17 % des entreprises sont dans le rouge, les dirigeants semblent découvrir le problème… Point d’étape de l’index de l’égalité professionnelle.
Les points d’étape de l’index de l’égalité professionnelle se suivent et se ressemblent avec quelques bons élèves, des cancres assumés, beaucoup de « peut mieux faire » et encore plus de « je ne savais pas qu’il y avait interro, mdam… » Et toujours une exaspérante candeur chez les dirigeants d’entreprise.

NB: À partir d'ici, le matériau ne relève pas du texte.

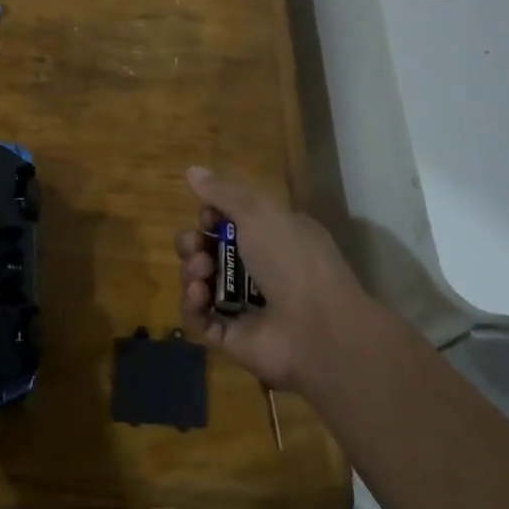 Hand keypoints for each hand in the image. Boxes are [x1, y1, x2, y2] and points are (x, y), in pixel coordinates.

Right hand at [175, 166, 372, 394]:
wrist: (317, 328)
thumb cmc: (292, 259)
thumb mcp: (259, 212)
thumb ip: (223, 192)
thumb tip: (192, 170)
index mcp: (271, 237)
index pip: (228, 222)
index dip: (210, 216)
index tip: (207, 216)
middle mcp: (256, 270)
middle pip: (207, 251)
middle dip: (193, 244)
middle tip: (198, 247)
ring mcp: (242, 306)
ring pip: (198, 282)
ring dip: (191, 271)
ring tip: (201, 273)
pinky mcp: (230, 338)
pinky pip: (198, 320)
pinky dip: (191, 305)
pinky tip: (199, 296) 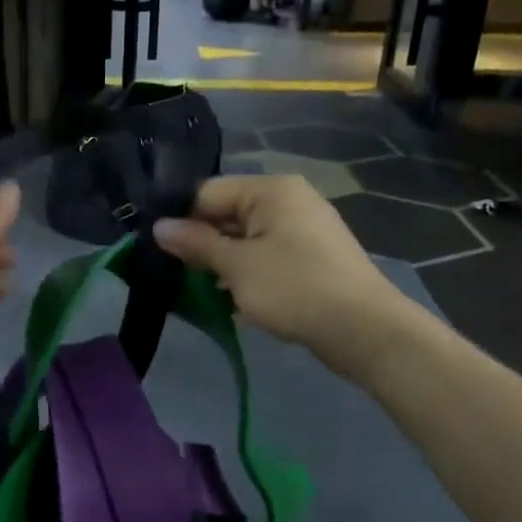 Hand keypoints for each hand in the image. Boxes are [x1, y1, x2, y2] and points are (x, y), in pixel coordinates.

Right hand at [153, 174, 412, 360]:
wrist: (365, 331)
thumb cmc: (295, 288)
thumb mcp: (237, 266)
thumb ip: (196, 244)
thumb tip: (159, 227)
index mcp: (271, 190)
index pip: (208, 192)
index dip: (180, 219)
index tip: (156, 249)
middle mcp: (288, 201)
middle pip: (227, 214)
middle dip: (200, 243)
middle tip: (171, 273)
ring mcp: (302, 229)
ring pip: (245, 239)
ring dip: (221, 263)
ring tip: (195, 290)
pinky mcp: (310, 258)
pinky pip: (265, 256)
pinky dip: (245, 273)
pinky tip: (229, 299) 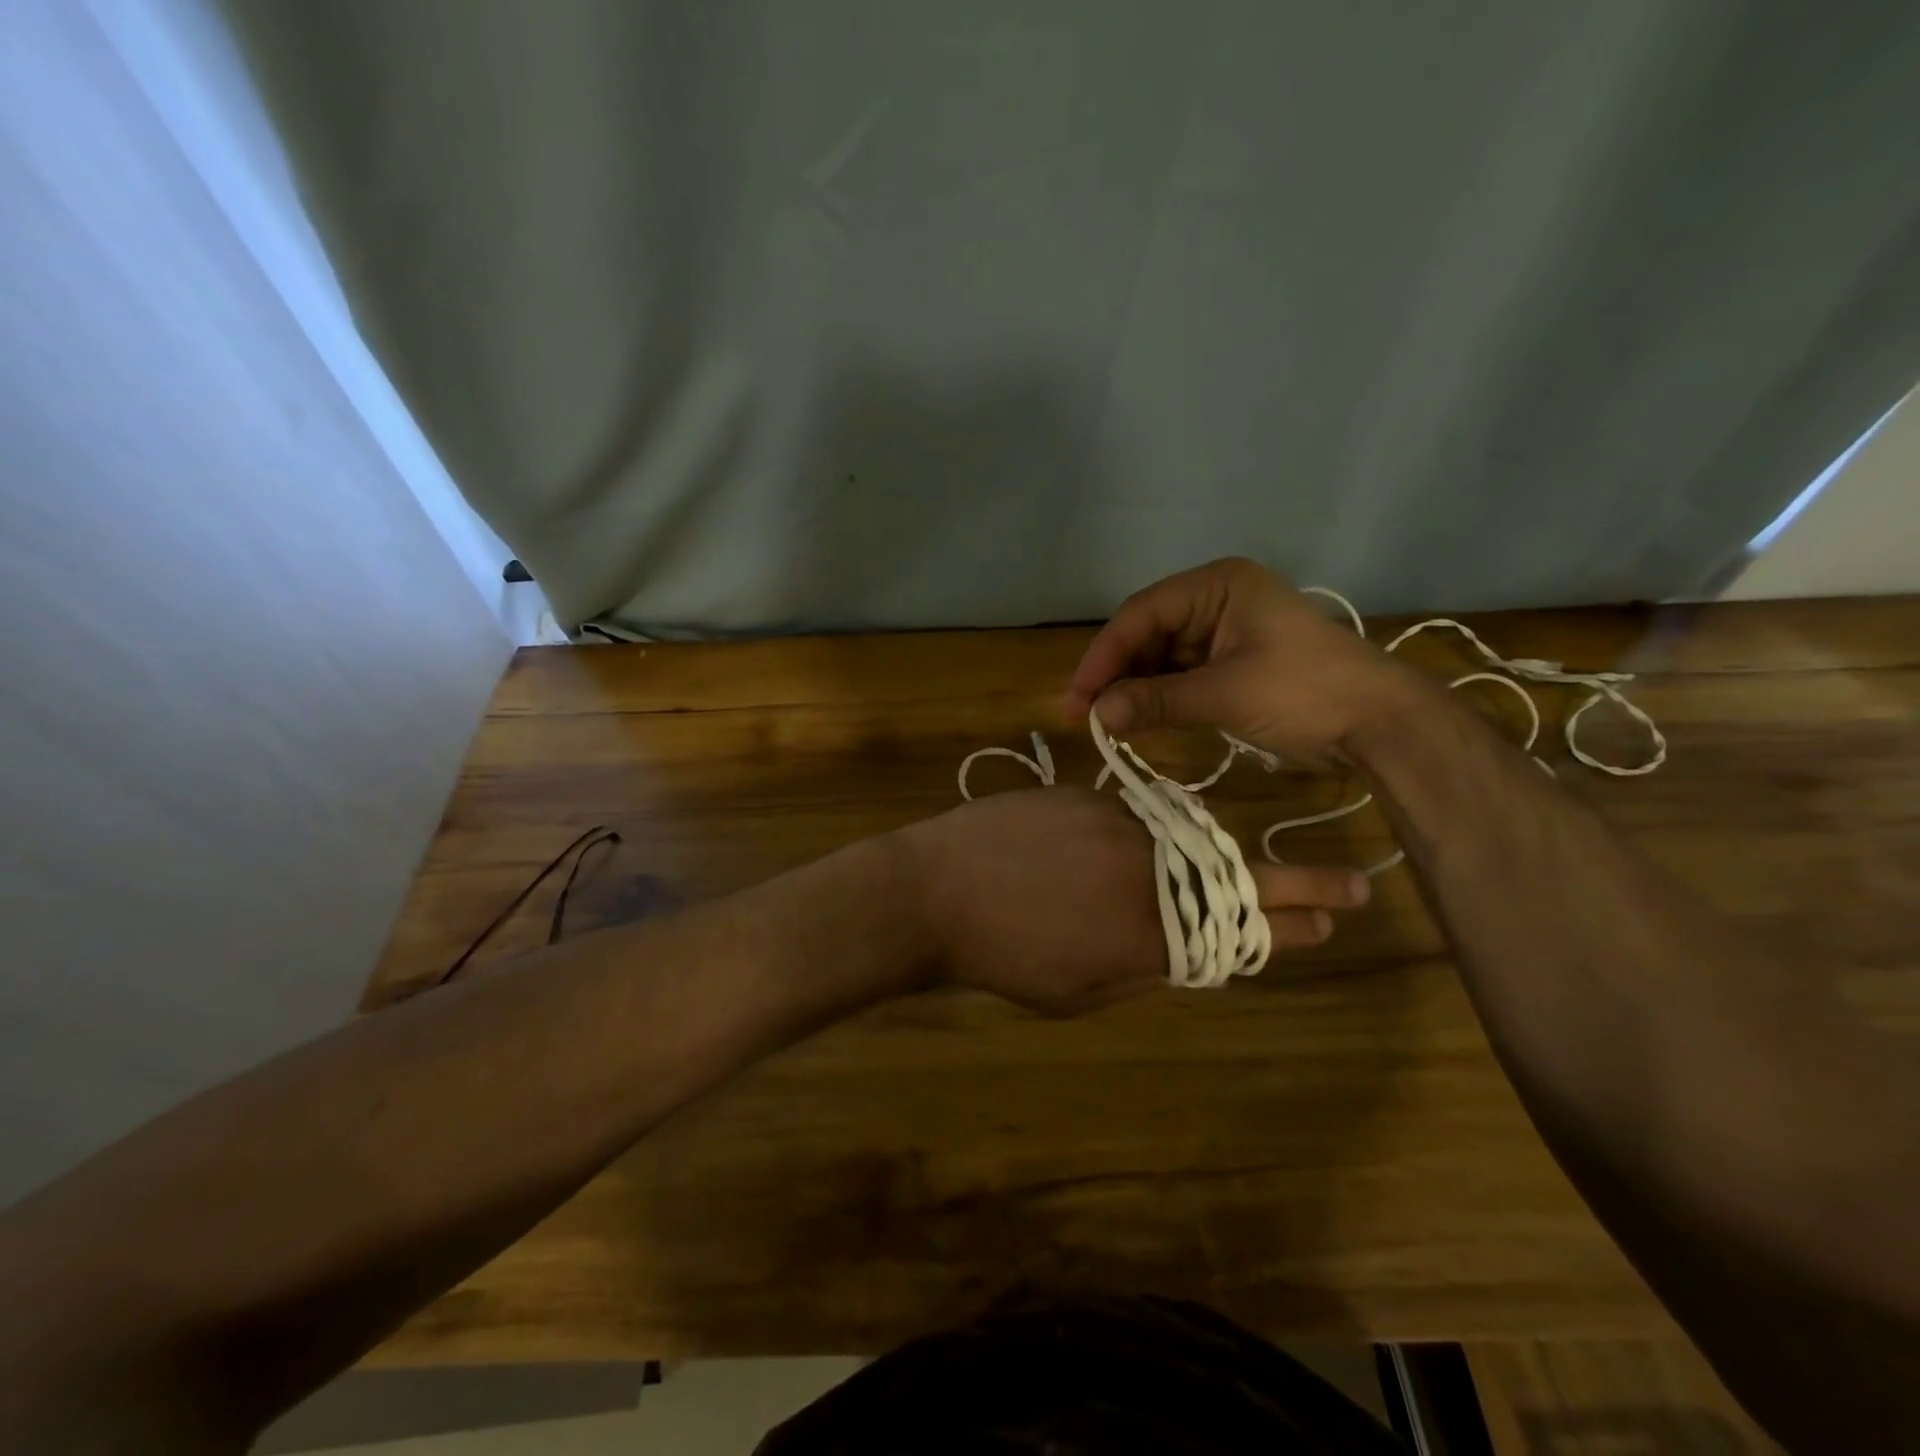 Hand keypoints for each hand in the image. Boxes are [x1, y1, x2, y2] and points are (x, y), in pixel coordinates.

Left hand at [899, 788, 1369, 1014]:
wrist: (933, 888)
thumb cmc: (1001, 957)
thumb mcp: (1080, 988)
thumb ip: (1144, 964)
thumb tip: (1187, 947)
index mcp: (1151, 927)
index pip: (1244, 922)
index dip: (1297, 917)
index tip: (1341, 912)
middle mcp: (1147, 865)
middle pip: (1232, 874)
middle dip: (1286, 884)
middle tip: (1337, 888)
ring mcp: (1116, 821)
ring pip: (1180, 839)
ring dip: (1197, 861)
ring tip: (1191, 879)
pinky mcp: (1082, 793)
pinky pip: (1129, 816)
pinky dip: (1135, 837)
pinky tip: (1103, 854)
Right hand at [1066, 557, 1432, 759]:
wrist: (1378, 722)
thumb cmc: (1305, 692)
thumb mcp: (1226, 693)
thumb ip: (1157, 701)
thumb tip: (1097, 716)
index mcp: (1217, 585)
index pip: (1143, 613)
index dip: (1104, 654)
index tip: (1078, 695)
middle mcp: (1216, 600)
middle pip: (1148, 633)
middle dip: (1117, 673)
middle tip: (1085, 714)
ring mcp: (1224, 632)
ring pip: (1161, 656)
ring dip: (1135, 687)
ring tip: (1106, 721)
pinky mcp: (1232, 662)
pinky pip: (1181, 675)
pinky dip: (1159, 696)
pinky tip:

En présentant ce mardi matin un « point d’étape » du déploiement de l’index de l’égalité professionnelle auprès des entreprises de plus de 250 salarié.e.s, Muriel Pénicaud, ministre du Travail a encore répété que les dirigeants d’entreprise n’en finissaient pas de dire qu’ils découvraient, avec cet index, qu’il existait des inégalités entre femmes et hommes. Il y avait pourtant eu auparavant six lois avec obligation de publier des rapports de situation comparée dont ils s’appliquaient à ignorer l’existence. (...)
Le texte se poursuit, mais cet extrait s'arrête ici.